L’arrêt rendu mardi « ouvre des perspectives très favorables à l’aboutissement de [certaines] procédures engagées pour travail dissimulé », réagit-on dans l’entourage de la ministre du travail, Muriel Pénicaud.

« La décision de la CJUE apporte des précisions importantes pour des dossiers, portés devant des juridictions françaises, dans lesquels sont mises en cause des compagnies aériennes low cost, qui ont rattaché leurs personnels navigants au système de Sécurité sociale des pays d’envoi, abonde Etienne Pataut, professeur à l’Ecole de droit de la Sorbonne. L’arrêt de mardi donne aussi une marche à suivre pour les services des Urssaf qui veulent recouvrer des cotisations non payées. »

« Des incidences pratiques difficiles à évaluer »

M. Lhernould, lui, se montre prudent sur « les incidences pratiques » de la décision de la CJUE : elles « sont difficiles à évaluer car plusieurs conditions doivent être remplies pour que la justice du pays d’accueil ne s’estime pas liée par le certificat ». « Il faut notamment établir des éléments de fraude, ce qui implique de mettre en évidence des éléments objectifs mais aussi subjectifs – c’est-à-dire l’intention de se soustraire au paiement de cotisations sociales du pays de détachement », souligne-t-il.

« Avec cet arrêt, difficile de soutenir que l’on veut construire une Europe sociale et lutter contre la fraude transnationale », confie Hervé Guichaoua, un « vieux routier » du ministère du travail qui connaît très bien la problématique. A ses yeux, la CJUE procède à « une analyse purement administrative, voire technocratique, des textes » qui bride le pouvoir de contrôle et de sanction du juge français.
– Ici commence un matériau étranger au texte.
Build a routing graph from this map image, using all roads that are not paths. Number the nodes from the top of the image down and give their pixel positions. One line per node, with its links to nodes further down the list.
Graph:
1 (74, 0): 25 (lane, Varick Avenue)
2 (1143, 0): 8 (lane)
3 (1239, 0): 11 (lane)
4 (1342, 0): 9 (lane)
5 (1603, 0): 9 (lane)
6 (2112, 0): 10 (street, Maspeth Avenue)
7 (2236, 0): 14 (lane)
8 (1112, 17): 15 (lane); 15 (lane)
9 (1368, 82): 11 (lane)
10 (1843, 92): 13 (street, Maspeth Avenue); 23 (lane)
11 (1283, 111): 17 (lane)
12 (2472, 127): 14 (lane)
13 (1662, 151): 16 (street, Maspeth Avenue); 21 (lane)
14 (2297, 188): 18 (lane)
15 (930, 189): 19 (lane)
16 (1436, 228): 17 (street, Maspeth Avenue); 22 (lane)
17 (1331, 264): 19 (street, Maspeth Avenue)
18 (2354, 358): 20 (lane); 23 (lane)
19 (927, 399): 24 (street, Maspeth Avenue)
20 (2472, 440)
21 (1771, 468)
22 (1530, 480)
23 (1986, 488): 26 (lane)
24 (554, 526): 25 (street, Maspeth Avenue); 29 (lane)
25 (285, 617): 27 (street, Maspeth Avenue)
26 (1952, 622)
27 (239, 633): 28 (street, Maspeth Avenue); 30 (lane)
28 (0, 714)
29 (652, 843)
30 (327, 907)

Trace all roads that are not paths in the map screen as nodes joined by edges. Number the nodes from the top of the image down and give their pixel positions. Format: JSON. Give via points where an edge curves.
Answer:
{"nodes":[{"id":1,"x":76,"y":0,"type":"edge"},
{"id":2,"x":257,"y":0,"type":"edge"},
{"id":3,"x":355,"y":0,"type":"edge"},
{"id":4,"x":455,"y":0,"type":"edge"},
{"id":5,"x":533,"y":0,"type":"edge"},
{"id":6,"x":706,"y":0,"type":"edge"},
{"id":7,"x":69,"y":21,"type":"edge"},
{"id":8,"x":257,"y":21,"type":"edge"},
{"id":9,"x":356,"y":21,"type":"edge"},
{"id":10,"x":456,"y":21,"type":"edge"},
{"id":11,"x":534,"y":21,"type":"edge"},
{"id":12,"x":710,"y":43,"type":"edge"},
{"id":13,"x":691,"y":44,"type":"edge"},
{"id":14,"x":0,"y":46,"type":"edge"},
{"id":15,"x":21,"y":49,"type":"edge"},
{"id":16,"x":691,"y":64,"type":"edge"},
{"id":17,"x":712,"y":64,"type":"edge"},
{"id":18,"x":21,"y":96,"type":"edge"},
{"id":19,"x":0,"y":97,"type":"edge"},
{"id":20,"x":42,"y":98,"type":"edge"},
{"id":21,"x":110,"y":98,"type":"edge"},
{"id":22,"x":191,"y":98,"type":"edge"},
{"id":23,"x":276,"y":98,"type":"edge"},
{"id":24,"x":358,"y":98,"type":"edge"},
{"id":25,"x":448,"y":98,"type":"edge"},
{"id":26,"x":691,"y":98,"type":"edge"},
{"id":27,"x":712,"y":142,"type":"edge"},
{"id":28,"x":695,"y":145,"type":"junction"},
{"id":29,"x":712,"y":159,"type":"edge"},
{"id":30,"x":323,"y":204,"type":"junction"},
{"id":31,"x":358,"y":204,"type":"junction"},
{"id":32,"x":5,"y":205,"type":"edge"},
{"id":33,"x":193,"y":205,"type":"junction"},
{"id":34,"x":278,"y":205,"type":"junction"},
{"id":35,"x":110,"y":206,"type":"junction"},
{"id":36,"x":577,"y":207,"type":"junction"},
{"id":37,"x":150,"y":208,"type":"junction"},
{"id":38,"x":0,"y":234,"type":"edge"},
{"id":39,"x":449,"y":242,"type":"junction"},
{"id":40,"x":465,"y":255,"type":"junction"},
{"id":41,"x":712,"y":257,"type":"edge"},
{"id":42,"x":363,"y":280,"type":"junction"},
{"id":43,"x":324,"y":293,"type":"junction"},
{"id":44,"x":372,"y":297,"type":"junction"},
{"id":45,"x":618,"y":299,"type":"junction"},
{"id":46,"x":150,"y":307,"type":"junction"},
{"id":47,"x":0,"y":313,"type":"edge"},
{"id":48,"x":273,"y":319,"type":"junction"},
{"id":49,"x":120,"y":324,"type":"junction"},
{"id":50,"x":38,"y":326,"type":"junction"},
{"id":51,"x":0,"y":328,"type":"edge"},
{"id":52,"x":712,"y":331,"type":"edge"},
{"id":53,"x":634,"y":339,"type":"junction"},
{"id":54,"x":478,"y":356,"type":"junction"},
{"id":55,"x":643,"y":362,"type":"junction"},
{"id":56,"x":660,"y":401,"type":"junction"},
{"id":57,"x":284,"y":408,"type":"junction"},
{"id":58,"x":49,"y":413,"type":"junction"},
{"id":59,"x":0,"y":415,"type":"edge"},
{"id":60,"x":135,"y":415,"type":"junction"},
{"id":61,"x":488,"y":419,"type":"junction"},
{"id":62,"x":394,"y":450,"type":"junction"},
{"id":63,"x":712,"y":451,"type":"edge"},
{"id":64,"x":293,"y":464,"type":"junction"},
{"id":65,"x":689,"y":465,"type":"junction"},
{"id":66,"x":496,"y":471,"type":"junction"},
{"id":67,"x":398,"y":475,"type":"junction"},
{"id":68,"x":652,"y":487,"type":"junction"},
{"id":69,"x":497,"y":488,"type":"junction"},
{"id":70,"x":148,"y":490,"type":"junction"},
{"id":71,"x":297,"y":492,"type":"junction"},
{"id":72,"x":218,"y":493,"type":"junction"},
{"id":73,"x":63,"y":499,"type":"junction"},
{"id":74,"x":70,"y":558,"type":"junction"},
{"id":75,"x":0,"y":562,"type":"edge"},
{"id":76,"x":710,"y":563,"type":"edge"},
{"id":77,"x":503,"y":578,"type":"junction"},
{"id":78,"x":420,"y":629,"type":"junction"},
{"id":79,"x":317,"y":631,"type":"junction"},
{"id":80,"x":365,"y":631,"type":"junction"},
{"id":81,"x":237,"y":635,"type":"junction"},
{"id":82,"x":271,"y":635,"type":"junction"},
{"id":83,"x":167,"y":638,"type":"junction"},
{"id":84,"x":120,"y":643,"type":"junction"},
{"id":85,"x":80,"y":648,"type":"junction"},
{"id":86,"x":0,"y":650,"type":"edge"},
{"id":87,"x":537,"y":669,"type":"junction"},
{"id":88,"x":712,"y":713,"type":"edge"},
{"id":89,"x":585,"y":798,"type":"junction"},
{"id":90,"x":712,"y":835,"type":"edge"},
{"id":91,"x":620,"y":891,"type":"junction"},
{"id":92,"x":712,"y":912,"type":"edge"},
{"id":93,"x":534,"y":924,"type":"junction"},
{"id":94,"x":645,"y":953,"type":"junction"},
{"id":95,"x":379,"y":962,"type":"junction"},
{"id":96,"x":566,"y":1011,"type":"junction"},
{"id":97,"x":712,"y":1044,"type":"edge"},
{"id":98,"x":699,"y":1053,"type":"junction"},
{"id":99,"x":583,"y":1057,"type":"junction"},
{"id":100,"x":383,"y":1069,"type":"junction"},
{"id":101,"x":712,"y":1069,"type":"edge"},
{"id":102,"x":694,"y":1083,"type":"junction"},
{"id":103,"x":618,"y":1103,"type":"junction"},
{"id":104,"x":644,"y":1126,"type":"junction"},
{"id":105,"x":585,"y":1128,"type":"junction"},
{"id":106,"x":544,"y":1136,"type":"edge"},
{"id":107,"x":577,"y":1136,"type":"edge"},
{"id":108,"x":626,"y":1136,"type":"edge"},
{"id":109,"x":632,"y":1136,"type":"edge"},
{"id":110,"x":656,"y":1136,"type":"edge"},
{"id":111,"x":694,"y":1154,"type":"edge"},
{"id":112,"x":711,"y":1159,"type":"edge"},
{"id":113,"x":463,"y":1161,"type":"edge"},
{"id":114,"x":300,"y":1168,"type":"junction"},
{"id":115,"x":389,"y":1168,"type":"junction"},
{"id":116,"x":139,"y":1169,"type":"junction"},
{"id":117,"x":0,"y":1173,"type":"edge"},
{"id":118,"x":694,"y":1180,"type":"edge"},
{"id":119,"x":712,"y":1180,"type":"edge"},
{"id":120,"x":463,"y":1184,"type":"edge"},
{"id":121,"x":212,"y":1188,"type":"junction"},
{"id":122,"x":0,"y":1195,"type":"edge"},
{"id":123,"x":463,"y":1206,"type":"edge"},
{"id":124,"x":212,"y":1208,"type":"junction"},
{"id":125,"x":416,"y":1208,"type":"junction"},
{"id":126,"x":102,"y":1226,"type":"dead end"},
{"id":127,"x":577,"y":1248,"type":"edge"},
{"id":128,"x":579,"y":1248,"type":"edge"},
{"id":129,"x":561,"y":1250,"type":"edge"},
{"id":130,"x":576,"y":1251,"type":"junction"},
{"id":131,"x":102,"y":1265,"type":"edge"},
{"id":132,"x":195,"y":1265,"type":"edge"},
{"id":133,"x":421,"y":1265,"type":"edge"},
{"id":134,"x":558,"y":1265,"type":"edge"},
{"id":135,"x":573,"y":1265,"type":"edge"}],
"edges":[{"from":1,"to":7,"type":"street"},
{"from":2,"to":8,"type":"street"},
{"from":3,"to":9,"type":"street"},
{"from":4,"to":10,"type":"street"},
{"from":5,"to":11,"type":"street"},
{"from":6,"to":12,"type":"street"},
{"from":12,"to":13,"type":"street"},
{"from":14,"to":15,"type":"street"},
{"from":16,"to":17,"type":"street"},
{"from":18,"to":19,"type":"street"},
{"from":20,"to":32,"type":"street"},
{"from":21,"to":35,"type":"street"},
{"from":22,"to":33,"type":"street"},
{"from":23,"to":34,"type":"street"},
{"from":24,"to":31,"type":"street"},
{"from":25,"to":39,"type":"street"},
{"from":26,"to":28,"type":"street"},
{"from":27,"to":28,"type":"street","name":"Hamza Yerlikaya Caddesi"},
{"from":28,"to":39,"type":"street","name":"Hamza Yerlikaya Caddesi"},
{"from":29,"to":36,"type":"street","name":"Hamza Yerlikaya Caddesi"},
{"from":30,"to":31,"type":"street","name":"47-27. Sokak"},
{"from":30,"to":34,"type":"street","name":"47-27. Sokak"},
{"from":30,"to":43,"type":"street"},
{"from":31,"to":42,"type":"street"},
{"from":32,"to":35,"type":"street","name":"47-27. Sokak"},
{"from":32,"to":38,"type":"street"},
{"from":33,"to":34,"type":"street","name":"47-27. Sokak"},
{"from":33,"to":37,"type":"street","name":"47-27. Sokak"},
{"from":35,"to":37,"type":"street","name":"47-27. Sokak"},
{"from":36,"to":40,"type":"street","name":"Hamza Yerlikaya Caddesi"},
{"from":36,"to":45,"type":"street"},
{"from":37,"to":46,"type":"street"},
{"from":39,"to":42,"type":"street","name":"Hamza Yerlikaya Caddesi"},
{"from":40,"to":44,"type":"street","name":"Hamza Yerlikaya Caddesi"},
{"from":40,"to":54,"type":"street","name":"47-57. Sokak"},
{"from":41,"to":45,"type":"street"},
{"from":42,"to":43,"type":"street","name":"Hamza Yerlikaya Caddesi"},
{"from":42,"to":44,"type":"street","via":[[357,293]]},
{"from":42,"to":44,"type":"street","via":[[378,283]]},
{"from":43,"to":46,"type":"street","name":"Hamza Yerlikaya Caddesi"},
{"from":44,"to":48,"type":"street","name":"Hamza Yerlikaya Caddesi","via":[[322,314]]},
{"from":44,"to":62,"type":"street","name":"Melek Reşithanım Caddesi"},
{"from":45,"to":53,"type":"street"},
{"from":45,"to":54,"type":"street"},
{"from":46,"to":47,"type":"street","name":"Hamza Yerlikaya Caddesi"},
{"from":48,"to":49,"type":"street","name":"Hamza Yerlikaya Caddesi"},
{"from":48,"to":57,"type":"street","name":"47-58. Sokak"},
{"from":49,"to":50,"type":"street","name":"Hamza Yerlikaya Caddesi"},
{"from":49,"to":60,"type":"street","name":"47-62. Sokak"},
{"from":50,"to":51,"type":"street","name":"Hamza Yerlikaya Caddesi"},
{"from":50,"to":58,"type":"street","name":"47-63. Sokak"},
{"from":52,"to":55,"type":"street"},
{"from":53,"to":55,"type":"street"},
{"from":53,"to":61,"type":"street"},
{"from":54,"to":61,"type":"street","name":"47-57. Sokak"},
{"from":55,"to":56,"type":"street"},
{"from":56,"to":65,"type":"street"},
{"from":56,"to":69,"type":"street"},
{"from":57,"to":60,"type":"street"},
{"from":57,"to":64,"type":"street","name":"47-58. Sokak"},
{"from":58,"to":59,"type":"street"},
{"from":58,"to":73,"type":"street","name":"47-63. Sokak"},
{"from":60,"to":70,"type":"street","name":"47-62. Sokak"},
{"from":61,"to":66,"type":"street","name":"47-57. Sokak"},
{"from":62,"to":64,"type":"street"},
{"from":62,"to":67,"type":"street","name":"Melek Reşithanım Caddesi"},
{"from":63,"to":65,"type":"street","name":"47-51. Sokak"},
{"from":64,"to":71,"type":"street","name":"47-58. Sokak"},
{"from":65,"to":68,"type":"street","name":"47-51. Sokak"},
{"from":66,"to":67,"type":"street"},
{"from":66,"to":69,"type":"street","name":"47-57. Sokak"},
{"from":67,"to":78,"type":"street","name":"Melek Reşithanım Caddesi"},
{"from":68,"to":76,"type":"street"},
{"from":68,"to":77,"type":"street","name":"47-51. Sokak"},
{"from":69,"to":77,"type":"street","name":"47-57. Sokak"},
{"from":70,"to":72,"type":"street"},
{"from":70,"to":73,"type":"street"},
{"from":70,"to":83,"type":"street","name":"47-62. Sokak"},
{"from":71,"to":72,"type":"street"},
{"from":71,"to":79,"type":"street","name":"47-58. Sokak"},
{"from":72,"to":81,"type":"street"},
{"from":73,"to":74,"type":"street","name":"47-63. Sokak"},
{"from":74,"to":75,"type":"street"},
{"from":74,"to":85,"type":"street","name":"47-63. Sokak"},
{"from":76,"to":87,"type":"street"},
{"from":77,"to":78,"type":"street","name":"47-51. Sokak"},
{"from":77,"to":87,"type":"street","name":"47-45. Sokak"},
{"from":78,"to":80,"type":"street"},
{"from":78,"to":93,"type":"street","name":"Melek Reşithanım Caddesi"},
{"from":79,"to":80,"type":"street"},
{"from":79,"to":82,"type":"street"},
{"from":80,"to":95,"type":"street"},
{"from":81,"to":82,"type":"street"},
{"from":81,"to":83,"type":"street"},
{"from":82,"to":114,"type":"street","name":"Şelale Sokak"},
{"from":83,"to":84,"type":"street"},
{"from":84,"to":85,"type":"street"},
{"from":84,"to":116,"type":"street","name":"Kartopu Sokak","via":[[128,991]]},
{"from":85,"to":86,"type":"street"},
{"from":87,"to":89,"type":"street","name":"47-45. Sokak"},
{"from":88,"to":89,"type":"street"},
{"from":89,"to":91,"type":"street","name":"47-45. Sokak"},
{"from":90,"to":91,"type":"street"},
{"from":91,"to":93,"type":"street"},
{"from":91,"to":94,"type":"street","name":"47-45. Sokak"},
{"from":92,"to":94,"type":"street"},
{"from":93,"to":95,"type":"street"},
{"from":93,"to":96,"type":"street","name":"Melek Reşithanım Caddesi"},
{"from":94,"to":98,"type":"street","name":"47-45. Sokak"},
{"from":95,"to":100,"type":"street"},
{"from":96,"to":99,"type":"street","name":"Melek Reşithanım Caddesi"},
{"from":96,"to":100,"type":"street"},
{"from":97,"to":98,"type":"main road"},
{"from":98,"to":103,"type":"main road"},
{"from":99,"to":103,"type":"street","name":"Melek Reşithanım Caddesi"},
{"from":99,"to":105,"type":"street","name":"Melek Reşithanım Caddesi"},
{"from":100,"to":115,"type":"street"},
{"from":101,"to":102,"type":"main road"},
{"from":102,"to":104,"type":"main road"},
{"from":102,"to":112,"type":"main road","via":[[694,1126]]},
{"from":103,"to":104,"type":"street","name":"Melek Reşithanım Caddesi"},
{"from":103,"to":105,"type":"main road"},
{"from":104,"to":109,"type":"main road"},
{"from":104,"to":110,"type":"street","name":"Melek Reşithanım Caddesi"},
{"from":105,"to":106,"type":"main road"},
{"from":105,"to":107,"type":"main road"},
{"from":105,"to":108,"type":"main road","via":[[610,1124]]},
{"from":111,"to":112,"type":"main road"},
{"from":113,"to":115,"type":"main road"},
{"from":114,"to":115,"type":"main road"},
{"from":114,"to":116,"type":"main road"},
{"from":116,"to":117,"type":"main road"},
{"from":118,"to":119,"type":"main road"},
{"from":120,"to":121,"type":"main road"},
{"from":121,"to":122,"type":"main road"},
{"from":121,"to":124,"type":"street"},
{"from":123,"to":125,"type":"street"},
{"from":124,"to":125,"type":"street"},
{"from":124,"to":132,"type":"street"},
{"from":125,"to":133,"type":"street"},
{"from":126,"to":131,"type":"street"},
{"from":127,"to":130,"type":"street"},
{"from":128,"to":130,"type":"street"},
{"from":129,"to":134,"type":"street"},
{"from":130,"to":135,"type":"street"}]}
Pour que les certificats puissent être écartés, « l’institution de Sécurité sociale de l’Etat d’envoi doit être saisie par son homologue de l’Etat d’accueil et il faut, de surcroît, que cette même institution de l’Etat d’envoi n’ait pas répondu dans un délai raisonnable ou n’ait pas tenu compte des éléments d’information transmis par le pays d’accueil », rappelle-t-il. En d’autres termes, toutes ces conditions ne sont guère favorables à la lutte contre la fraude au détachement.